On parle beaucoup de seuil d'accessibilité. C'est intéressant de développer ce concept-là. On peut vraiment penser à une porte. Donc, comment fais-tu pour avoir une porte qui est très accessible en fonction, par exemple, des différentes problématiques que vit une personne en situation de dépendance? Dis-moi où elle est, la porte, puis arrange ton seuil de porte pour qu'il soit adapté aux personnes qu'on aide, explique Mario Gagnon.

Crise des surdoses

M. Gagnon ajoute qu’on ne peut que saluer la mise en place, enfin, de ce type de services par le CIUSSS. Le directeur général de Point de repères déplore toutefois la lenteur avec laquelle le réseau institutionnel réagit à la crise des surdoses.

« On est un peu découragés parce que ce problème-là était [signalé] depuis fort longtemps. Depuis 2004 qu’on demande une programmation de services à bas seuil. Ça commence à faire un méchant bail. [...] Il y a une lenteur qui s'explique mal dans le sens où on voit des gens décéder. »

— Une citation de  Mario Gagnon, directeur général, Point de repères

Il rappelle que la région de Québec a enregistré un nombre record de surdoses mortelles l'an dernier.

Une femme tient une seringue.

En 2022, 40 personnes sont mortes d'une surdose de drogue dans la région de la Capitale-Nationale, un sommet depuis le début de la crise des opioïdes. (Photo d'archives)

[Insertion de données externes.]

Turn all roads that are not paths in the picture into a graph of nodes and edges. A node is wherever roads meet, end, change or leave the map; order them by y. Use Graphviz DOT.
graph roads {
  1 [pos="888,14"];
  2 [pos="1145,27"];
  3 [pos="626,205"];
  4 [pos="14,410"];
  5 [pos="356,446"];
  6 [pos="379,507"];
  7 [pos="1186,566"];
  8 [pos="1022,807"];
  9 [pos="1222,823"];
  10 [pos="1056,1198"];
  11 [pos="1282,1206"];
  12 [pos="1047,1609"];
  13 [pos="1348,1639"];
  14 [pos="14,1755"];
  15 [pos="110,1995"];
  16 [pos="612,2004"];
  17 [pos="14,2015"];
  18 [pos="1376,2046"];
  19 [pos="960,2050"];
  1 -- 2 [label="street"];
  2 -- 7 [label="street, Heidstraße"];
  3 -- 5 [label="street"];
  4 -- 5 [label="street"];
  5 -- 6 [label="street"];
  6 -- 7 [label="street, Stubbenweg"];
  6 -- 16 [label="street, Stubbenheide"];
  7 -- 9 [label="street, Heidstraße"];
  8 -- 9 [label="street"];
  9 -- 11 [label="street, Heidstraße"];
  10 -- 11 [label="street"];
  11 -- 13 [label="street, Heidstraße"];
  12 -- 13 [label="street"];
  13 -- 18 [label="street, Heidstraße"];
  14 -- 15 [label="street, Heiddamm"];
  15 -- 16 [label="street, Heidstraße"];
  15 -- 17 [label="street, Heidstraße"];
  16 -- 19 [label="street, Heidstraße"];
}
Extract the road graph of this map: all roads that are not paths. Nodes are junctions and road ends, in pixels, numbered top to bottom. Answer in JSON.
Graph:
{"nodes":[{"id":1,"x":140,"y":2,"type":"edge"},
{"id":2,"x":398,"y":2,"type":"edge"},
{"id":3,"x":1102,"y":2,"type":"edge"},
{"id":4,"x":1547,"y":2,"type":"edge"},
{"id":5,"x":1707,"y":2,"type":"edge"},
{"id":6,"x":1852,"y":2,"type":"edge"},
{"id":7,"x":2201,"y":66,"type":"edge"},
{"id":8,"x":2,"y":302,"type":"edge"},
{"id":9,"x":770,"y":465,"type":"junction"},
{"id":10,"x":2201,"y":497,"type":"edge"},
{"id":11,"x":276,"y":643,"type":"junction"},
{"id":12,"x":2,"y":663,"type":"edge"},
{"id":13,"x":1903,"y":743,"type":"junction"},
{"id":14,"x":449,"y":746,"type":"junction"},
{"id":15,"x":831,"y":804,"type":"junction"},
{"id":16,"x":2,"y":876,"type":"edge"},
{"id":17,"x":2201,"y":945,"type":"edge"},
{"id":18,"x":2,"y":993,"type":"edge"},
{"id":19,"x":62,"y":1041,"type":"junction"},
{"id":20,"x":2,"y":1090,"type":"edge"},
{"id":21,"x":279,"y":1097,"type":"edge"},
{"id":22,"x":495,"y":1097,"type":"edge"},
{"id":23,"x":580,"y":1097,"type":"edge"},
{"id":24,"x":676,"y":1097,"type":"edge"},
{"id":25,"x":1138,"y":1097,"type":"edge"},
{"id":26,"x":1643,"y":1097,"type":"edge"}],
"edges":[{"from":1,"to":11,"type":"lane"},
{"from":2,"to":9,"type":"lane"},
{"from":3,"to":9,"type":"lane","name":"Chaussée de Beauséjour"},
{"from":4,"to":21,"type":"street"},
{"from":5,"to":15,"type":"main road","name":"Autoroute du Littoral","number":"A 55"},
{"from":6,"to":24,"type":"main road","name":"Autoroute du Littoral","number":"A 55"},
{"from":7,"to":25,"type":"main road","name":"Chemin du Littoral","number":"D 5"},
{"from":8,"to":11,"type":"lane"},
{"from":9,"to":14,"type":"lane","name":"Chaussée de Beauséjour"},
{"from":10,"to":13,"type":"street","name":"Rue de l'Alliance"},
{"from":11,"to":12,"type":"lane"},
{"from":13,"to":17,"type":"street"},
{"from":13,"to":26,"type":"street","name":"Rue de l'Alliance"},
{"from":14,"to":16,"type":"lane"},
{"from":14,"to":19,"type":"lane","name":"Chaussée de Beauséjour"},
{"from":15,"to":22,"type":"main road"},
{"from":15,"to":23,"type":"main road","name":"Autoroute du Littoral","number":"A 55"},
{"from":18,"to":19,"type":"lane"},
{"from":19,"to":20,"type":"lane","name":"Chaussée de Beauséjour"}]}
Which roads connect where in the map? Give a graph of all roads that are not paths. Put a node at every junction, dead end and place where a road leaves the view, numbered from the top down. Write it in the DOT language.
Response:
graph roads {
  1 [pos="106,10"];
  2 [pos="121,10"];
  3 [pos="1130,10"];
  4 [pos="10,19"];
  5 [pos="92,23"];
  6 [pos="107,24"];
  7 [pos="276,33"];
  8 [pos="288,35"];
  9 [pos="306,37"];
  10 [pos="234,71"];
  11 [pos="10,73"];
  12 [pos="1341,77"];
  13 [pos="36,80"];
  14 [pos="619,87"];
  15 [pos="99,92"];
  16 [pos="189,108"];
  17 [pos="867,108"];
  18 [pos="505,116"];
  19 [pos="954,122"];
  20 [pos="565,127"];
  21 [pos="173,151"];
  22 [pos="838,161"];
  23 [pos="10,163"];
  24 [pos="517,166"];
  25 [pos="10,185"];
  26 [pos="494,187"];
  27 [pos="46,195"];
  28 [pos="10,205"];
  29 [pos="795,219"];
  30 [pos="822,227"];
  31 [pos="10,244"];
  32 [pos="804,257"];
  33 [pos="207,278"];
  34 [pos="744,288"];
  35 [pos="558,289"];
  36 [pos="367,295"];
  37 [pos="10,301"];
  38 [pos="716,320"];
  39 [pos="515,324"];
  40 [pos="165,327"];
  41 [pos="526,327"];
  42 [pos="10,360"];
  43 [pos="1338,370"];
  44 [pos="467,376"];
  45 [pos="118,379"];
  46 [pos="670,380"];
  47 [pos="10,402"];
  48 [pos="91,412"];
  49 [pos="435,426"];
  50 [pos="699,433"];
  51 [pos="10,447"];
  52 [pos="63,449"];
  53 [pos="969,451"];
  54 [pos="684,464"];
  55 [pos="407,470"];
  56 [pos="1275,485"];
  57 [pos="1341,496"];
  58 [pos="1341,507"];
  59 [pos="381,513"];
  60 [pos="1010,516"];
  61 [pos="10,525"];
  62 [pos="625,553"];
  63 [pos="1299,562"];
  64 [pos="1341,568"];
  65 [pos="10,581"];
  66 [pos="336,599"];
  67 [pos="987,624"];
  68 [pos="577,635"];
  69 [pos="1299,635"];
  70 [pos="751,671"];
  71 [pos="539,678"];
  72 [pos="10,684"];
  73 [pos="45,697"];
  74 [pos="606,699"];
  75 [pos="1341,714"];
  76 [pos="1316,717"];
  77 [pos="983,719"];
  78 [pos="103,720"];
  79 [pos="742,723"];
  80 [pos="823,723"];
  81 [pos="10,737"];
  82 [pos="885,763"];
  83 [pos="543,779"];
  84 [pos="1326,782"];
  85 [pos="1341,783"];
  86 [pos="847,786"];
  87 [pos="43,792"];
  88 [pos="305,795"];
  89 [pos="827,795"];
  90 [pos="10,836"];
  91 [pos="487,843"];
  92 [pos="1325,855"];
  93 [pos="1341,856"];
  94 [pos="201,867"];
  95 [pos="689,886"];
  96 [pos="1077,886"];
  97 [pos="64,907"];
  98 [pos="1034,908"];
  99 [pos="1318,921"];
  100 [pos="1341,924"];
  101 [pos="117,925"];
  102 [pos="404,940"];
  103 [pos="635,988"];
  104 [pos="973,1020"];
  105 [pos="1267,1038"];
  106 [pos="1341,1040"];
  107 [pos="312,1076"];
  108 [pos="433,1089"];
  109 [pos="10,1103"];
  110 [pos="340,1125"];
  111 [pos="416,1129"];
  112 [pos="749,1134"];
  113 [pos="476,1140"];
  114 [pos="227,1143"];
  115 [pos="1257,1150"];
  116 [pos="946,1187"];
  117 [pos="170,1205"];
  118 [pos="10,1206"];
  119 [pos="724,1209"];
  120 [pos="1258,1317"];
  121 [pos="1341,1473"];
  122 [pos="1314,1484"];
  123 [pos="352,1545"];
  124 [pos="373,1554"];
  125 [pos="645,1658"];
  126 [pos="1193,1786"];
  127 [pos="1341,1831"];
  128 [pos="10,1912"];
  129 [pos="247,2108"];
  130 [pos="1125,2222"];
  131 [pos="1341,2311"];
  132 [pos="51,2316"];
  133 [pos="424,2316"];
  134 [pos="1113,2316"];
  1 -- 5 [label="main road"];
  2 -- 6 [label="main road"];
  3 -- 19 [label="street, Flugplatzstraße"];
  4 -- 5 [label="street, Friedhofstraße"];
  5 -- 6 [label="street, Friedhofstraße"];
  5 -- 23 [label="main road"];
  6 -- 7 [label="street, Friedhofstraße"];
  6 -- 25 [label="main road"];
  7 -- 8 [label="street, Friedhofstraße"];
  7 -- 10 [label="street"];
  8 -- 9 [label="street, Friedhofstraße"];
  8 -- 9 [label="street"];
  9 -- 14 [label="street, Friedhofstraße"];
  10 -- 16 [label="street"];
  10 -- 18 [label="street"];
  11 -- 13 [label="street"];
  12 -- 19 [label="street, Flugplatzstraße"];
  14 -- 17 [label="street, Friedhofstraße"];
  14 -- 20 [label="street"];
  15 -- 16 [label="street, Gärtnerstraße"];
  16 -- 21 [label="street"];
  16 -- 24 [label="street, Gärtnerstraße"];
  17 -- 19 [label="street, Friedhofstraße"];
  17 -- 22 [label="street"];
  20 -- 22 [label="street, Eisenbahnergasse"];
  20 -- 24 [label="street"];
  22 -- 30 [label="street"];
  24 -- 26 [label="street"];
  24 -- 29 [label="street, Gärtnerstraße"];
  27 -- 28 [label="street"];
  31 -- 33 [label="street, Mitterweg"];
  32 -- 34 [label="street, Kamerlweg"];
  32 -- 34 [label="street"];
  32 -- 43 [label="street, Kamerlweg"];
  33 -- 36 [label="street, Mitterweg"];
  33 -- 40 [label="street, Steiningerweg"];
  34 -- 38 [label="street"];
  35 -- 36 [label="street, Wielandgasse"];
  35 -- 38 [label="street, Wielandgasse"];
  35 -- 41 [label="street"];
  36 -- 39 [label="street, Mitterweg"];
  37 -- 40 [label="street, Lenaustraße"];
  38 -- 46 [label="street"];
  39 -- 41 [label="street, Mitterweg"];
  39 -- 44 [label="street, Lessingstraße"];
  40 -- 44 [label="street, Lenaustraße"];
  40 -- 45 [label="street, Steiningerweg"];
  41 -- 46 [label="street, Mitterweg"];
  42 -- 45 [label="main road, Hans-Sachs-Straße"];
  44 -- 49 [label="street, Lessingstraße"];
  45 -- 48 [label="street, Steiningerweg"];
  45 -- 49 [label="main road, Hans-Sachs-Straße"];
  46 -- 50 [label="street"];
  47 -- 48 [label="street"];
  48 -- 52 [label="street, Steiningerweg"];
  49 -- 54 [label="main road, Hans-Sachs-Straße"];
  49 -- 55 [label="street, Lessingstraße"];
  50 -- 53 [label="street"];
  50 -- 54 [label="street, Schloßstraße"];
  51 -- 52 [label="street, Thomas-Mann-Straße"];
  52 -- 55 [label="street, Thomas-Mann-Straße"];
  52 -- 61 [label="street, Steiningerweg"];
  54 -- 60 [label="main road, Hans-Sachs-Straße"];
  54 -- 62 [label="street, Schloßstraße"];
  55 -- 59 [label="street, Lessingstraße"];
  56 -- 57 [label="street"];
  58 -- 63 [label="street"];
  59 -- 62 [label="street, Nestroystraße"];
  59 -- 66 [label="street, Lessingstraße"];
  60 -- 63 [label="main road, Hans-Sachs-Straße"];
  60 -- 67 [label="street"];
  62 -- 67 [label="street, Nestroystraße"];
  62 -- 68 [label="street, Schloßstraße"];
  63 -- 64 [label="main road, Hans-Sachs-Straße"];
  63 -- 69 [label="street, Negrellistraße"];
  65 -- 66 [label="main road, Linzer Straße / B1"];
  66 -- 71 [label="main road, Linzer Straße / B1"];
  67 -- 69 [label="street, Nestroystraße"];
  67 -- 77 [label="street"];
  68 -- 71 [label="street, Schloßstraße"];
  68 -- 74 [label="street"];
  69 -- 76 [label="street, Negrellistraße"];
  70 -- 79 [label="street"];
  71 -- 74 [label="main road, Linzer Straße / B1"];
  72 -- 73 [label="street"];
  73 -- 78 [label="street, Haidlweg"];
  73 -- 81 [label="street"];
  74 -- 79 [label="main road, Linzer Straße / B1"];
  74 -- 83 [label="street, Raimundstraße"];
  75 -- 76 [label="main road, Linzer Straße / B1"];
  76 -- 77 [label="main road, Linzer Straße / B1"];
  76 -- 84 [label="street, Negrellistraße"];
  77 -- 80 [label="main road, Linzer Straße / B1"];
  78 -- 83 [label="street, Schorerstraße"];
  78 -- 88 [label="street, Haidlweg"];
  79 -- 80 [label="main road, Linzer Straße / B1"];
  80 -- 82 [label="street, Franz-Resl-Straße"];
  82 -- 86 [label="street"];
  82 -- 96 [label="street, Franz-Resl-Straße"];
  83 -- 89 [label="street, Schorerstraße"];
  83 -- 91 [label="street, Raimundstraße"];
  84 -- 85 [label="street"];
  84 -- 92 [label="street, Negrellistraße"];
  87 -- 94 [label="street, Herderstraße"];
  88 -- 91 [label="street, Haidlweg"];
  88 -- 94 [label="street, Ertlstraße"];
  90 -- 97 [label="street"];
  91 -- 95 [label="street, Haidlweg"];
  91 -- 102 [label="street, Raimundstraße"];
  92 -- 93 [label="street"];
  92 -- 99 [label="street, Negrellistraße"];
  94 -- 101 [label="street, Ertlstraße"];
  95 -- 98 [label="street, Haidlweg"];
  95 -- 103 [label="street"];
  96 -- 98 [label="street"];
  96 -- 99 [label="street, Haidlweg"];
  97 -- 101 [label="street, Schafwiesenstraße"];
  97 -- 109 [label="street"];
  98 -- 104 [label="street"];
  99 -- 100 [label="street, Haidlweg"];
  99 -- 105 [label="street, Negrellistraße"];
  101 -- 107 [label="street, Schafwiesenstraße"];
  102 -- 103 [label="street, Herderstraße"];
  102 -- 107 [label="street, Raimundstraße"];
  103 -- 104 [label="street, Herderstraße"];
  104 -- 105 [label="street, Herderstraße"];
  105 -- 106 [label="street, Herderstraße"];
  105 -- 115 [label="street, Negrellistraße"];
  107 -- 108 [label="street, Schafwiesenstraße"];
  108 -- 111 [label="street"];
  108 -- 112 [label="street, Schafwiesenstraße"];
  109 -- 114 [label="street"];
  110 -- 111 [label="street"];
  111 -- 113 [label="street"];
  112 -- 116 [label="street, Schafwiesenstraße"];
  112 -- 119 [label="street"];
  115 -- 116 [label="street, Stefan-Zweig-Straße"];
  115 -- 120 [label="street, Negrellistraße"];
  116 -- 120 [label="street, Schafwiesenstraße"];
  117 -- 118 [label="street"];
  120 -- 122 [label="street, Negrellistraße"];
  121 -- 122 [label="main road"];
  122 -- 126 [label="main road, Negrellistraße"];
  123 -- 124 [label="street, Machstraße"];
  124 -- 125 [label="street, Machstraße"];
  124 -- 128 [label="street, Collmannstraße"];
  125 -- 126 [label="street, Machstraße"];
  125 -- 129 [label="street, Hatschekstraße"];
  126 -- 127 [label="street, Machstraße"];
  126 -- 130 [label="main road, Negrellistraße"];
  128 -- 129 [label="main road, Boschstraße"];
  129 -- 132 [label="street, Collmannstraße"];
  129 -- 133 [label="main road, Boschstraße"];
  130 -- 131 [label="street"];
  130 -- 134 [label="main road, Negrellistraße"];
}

Photo : Getty Images / urbazon

Le CIUSSS attend la fin des appels de propositions en cours avant de se prononcer sur un échéancier et sur un budget pour la rénovation et le réaménagement du bâtiment de la côte du Palais.

La première portion des travaux, dont la mise en marche a été lancée au printemps 2022, devait coûter de 4,5 à 5 millions de dollars.